Quelles sont les origines de ce schéma auquel nous nous accoutumons peu à peu ? La question mérite d’être posée. Bien évidemment, ce de modes opératoires est antérieur à l’arrivée d’Emmanuel Macron à l’Elysée. Dans un contexte d’état d’urgence, il a pris une ampleur inédite. Lors des lois travail, des mobilisations étudiantes et lycéennes, ou des actions de soutien aux réfugié.es sanctionnées par le troublant oxymore de « délit de solidarité », il a gagné en lisibilité.
Le parallèle Macron/Thatcher est mobilisé en raison de l’attitude inflexible des deux dirigeants face aux contestations, posture qui entretient une logique d’escalade. Cette raideur M. Thatcher l’a inscrite dans ses mandatures en différentes occasions (Malouines, grève de la faim et de l’hygiène des prisonniers de l’IRA). Mais pour ce qui est des mobilisations sociales c’est à la faveur de la grande grève des mineurs britanniques de 1984-1985, qu’elle l’a particulièrement bien exprimée. Il n’est pas impossible que cet épisode constitue une sorte de matrice du traitement criminalisé des mouvements sociaux. La distinction avec l’antérieur se niche dans le contexte qui l’entoure : celui de l’ascension néolibéralisme. Emmannuel Macron, bien relayé dans cette tache par une large partie des médias, ne fait qu’adapter, le modèle, à son époque.

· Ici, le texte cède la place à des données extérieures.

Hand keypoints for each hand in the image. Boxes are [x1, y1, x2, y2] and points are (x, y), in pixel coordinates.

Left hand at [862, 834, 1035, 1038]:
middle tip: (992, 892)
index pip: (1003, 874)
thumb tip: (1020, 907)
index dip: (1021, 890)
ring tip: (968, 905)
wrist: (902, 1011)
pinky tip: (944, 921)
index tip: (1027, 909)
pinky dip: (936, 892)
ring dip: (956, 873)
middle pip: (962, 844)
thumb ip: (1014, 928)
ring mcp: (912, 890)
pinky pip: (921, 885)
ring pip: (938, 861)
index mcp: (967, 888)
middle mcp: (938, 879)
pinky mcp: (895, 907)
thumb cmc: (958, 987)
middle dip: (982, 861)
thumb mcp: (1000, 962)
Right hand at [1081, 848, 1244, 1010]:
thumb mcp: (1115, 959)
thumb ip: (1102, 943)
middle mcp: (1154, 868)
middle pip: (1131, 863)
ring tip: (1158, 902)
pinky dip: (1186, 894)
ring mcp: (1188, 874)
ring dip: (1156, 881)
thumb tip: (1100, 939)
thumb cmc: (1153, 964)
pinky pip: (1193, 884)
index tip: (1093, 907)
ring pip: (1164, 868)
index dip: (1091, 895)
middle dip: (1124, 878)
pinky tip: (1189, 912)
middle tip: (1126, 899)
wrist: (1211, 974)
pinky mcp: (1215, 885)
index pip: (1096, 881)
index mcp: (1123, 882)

La musique trouve parfois dans les mobilisations sociales, populaires ou ouvrières une puissante source d’inspiration. Celles des mineurs ne font pas exception.  Ainsi en 2011, Billy Bragg, chanteur militant britannique reprend le Which side are you on ? composé en 1931 pour soutenir ceux du Kentucky. Bragg est un habitué du registre, d’autres s’y frottent plus rarement. C’est le cas d’un des groupes majeurs de la riche scène musicale de Sheffield dont les Arctic Monkeys sont aujourd’hui les têtes de gondole. Moins puissante que celle de Londres, moins postcoloniale que celle de Bristol, moins connue que celles de Liverpool et  Manchester, la scène de Sheffield en est proche car elle s’inscrit dans une géographie de la désindustrialisation. Joe Cocker ou Deff Leppard en furent les prestigieux ainés, ils ont porté sa renommée à l’international ; la ville a ensuite alimenté une rutilante scène pop friande de synthés au cours des années 80 avec des groupes comme Human League, Cabaret Voltaire ou Heaven 17. Sheffield dispose également d’une scène électro qui est loin d’être confidentielle, avec son label local Warp Records, né à la fin de cette décennie (LFO, Aphex Twin). Enfin, la capitale métallurgique du South Yorkshire abrite, outre Alex Turner auquel on ne peut ôter cette qualité, quelques songwriters de talent dont le trop méconnu Richard Hawley, et le fantasque leader-chanteur-songwriter du groupe Pulp, Jarvis Cocker. C’est à cette formation que l’on doit le titre dont il est question ici. Il parle de la grève des mineurs de 1984-1985, mais, comme toujours avec Pulp, sous un angle décalé.


Kids are spitting on the town hall steps and frightening old ladies 
Les gosses crachent sur les marches de la mairie et effraient les vieilles dames
I dreamt that I was living back in the mid 1980s
J’ai révé que je vivais à nouveau au milieu des années 80 
People marching, people shouting, people wearing pastel leather 
Des gens qui manisfestent, des gens qui crient, habillés de cuir pastel
The future's ours for the taking now
L’avenir nous appartient, le futur est à nous
if we just stick together
Si on reste solidaires
And I said: "Hey, lay your burden down 
Et j’ai dit : « Hey, pose ton fardeau à terre
seems the last day of the miners' strike was the Magna Carta in this part of town"
le dernier jour de la grève des mineurs, ce fut comme la Grande Charte dans cette partie de la ville »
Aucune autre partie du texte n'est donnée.